TASK INPUTS
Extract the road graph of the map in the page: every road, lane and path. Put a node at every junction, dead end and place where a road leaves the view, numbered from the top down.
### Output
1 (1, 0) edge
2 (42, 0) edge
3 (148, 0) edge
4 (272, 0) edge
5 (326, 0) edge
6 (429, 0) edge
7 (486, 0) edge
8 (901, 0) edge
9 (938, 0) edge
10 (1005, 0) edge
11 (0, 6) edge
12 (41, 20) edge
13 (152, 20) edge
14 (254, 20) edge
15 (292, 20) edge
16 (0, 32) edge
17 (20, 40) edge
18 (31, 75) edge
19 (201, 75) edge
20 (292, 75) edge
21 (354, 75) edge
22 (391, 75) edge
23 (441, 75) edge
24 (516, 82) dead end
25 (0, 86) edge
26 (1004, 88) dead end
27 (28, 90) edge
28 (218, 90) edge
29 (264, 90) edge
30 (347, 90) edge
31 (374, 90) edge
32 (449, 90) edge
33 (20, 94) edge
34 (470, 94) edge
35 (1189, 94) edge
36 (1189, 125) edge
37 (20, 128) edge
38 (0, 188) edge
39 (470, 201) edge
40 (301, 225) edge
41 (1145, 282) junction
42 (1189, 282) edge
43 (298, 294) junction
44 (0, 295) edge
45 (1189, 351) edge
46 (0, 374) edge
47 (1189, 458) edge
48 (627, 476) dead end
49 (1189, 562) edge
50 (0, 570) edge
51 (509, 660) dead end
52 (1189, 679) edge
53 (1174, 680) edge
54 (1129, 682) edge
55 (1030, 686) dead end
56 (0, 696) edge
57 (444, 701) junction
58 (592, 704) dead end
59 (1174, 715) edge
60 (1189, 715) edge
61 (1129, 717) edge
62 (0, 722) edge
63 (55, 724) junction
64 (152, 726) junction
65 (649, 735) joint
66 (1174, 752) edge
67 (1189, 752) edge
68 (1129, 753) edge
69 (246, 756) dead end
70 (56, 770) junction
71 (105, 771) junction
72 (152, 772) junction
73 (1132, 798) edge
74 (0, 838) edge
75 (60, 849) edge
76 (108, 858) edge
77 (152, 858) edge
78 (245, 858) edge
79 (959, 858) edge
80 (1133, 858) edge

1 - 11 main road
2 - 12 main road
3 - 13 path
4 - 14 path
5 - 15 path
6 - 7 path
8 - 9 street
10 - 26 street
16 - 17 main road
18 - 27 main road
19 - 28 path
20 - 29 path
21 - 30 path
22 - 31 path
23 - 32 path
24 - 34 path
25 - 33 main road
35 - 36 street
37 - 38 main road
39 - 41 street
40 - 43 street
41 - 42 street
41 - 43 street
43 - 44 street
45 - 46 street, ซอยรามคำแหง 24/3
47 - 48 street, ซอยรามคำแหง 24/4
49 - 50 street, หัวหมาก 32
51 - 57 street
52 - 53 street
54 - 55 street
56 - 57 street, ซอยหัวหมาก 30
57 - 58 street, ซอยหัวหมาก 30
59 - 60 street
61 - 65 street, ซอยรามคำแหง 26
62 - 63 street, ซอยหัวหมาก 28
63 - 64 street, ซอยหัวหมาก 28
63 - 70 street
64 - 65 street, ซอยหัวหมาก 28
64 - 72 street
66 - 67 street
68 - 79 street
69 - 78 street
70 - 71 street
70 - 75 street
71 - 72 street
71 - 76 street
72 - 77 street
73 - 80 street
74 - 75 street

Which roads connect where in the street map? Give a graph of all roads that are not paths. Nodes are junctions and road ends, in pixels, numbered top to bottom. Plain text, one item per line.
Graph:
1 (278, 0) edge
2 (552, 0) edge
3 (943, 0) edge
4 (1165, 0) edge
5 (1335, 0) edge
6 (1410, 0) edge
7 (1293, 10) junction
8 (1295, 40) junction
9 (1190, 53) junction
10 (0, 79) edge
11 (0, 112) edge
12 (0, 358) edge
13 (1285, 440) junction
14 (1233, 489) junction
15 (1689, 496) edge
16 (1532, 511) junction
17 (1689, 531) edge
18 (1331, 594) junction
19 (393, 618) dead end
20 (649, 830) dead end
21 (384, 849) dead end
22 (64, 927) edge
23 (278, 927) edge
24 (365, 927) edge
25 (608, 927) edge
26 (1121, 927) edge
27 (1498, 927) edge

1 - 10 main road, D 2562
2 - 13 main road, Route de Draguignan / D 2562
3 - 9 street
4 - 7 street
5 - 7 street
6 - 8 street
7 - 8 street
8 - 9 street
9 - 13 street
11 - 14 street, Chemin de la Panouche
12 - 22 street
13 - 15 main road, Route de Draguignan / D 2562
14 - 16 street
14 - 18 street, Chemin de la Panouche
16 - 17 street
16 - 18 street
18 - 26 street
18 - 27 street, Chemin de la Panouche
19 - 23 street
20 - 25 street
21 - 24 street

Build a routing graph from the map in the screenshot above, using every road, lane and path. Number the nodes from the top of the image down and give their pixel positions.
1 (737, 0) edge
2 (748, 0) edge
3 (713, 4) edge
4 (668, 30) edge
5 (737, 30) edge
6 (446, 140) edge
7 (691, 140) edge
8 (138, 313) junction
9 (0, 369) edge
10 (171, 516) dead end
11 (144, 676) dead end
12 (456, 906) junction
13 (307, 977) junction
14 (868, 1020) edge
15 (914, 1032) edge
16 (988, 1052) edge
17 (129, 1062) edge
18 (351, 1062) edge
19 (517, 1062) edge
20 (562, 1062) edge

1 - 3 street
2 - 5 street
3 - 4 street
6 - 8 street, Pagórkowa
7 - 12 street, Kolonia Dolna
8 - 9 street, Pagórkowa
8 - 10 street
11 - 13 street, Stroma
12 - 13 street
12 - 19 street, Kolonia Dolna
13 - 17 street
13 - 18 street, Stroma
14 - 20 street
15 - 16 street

EXERCISE BRIEF
Each entry in the listing is to be output exactly as given.

ANSWER TO THIS TASK
Extract the road graph of the map in the page: every road, lane and path. Put a node at every junction, dead end and place where a road leaves the view, numbered from the top down.
### Output
1 (1, 0) edge
2 (42, 0) edge
3 (148, 0) edge
4 (272, 0) edge
5 (326, 0) edge
6 (429, 0) edge
7 (486, 0) edge
8 (901, 0) edge
9 (938, 0) edge
10 (1005, 0) edge
11 (0, 6) edge
12 (41, 20) edge
13 (152, 20) edge
14 (254, 20) edge
15 (292, 20) edge
16 (0, 32) edge
17 (20, 40) edge
18 (31, 75) edge
19 (201, 75) edge
20 (292, 75) edge
21 (354, 75) edge
22 (391, 75) edge
23 (441, 75) edge
24 (516, 82) dead end
25 (0, 86) edge
26 (1004, 88) dead end
27 (28, 90) edge
28 (218, 90) edge
29 (264, 90) edge
30 (347, 90) edge
31 (374, 90) edge
32 (449, 90) edge
33 (20, 94) edge
34 (470, 94) edge
35 (1189, 94) edge
36 (1189, 125) edge
37 (20, 128) edge
38 (0, 188) edge
39 (470, 201) edge
40 (301, 225) edge
41 (1145, 282) junction
42 (1189, 282) edge
43 (298, 294) junction
44 (0, 295) edge
45 (1189, 351) edge
46 (0, 374) edge
47 (1189, 458) edge
48 (627, 476) dead end
49 (1189, 562) edge
50 (0, 570) edge
51 (509, 660) dead end
52 (1189, 679) edge
53 (1174, 680) edge
54 (1129, 682) edge
55 (1030, 686) dead end
56 (0, 696) edge
57 (444, 701) junction
58 (592, 704) dead end
59 (1174, 715) edge
60 (1189, 715) edge
61 (1129, 717) edge
62 (0, 722) edge
63 (55, 724) junction
64 (152, 726) junction
65 (649, 735) joint
66 (1174, 752) edge
67 (1189, 752) edge
68 (1129, 753) edge
69 (246, 756) dead end
70 (56, 770) junction
71 (105, 771) junction
72 (152, 772) junction
73 (1132, 798) edge
74 (0, 838) edge
75 (60, 849) edge
76 (108, 858) edge
77 (152, 858) edge
78 (245, 858) edge
79 (959, 858) edge
80 (1133, 858) edge

1 - 11 main road
2 - 12 main road
3 - 13 path
4 - 14 path
5 - 15 path
6 - 7 path
8 - 9 street
10 - 26 street
16 - 17 main road
18 - 27 main road
19 - 28 path
20 - 29 path
21 - 30 path
22 - 31 path
23 - 32 path
24 - 34 path
25 - 33 main road
35 - 36 street
37 - 38 main road
39 - 41 street
40 - 43 street
41 - 42 street
41 - 43 street
43 - 44 street
45 - 46 street, ซอยรามคำแหง 24/3
47 - 48 street, ซอยรามคำแหง 24/4
49 - 50 street, หัวหมาก 32
51 - 57 street
52 - 53 street
54 - 55 street
56 - 57 street, ซอยหัวหมาก 30
57 - 58 street, ซอยหัวหมาก 30
59 - 60 street
61 - 65 street, ซอยรามคำแหง 26
62 - 63 street, ซอยหัวหมาก 28
63 - 64 street, ซอยหัวหมาก 28
63 - 70 street
64 - 65 street, ซอยหัวหมาก 28
64 - 72 street
66 - 67 street
68 - 79 street
69 - 78 street
70 - 71 street
70 - 75 street
71 - 72 street
71 - 76 street
72 - 77 street
73 - 80 street
74 - 75 street

Which roads connect where in the street map? Give a graph of all roads that are not paths. Nodes are junctions and road ends, in pixels, numbered top to bottom. Plain text, one item per line.
Graph:
1 (278, 0) edge
2 (552, 0) edge
3 (943, 0) edge
4 (1165, 0) edge
5 (1335, 0) edge
6 (1410, 0) edge
7 (1293, 10) junction
8 (1295, 40) junction
9 (1190, 53) junction
10 (0, 79) edge
11 (0, 112) edge
12 (0, 358) edge
13 (1285, 440) junction
14 (1233, 489) junction
15 (1689, 496) edge
16 (1532, 511) junction
17 (1689, 531) edge
18 (1331, 594) junction
19 (393, 618) dead end
20 (649, 830) dead end
21 (384, 849) dead end
22 (64, 927) edge
23 (278, 927) edge
24 (365, 927) edge
25 (608, 927) edge
26 (1121, 927) edge
27 (1498, 927) edge

1 - 10 main road, D 2562
2 - 13 main road, Route de Draguignan / D 2562
3 - 9 street
4 - 7 street
5 - 7 street
6 - 8 street
7 - 8 street
8 - 9 street
9 - 13 street
11 - 14 street, Chemin de la Panouche
12 - 22 street
13 - 15 main road, Route de Draguignan / D 2562
14 - 16 street
14 - 18 street, Chemin de la Panouche
16 - 17 street
16 - 18 street
18 - 26 street
18 - 27 street, Chemin de la Panouche
19 - 23 street
20 - 25 street
21 - 24 street

Build a routing graph from the map in the screenshot above, using every road, lane and path. Number the nodes from the top of the image down and give their pixel positions.
1 (737, 0) edge
2 (748, 0) edge
3 (713, 4) edge
4 (668, 30) edge
5 (737, 30) edge
6 (446, 140) edge
7 (691, 140) edge
8 (138, 313) junction
9 (0, 369) edge
10 (171, 516) dead end
11 (144, 676) dead end
12 (456, 906) junction
13 (307, 977) junction
14 (868, 1020) edge
15 (914, 1032) edge
16 (988, 1052) edge
17 (129, 1062) edge
18 (351, 1062) edge
19 (517, 1062) edge
20 (562, 1062) edge

1 - 3 street
2 - 5 street
3 - 4 street
6 - 8 street, Pagórkowa
7 - 12 street, Kolonia Dolna
8 - 9 street, Pagórkowa
8 - 10 street
11 - 13 street, Stroma
12 - 13 street
12 - 19 street, Kolonia Dolna
13 - 17 street
13 - 18 street, Stroma
14 - 20 street
15 - 16 street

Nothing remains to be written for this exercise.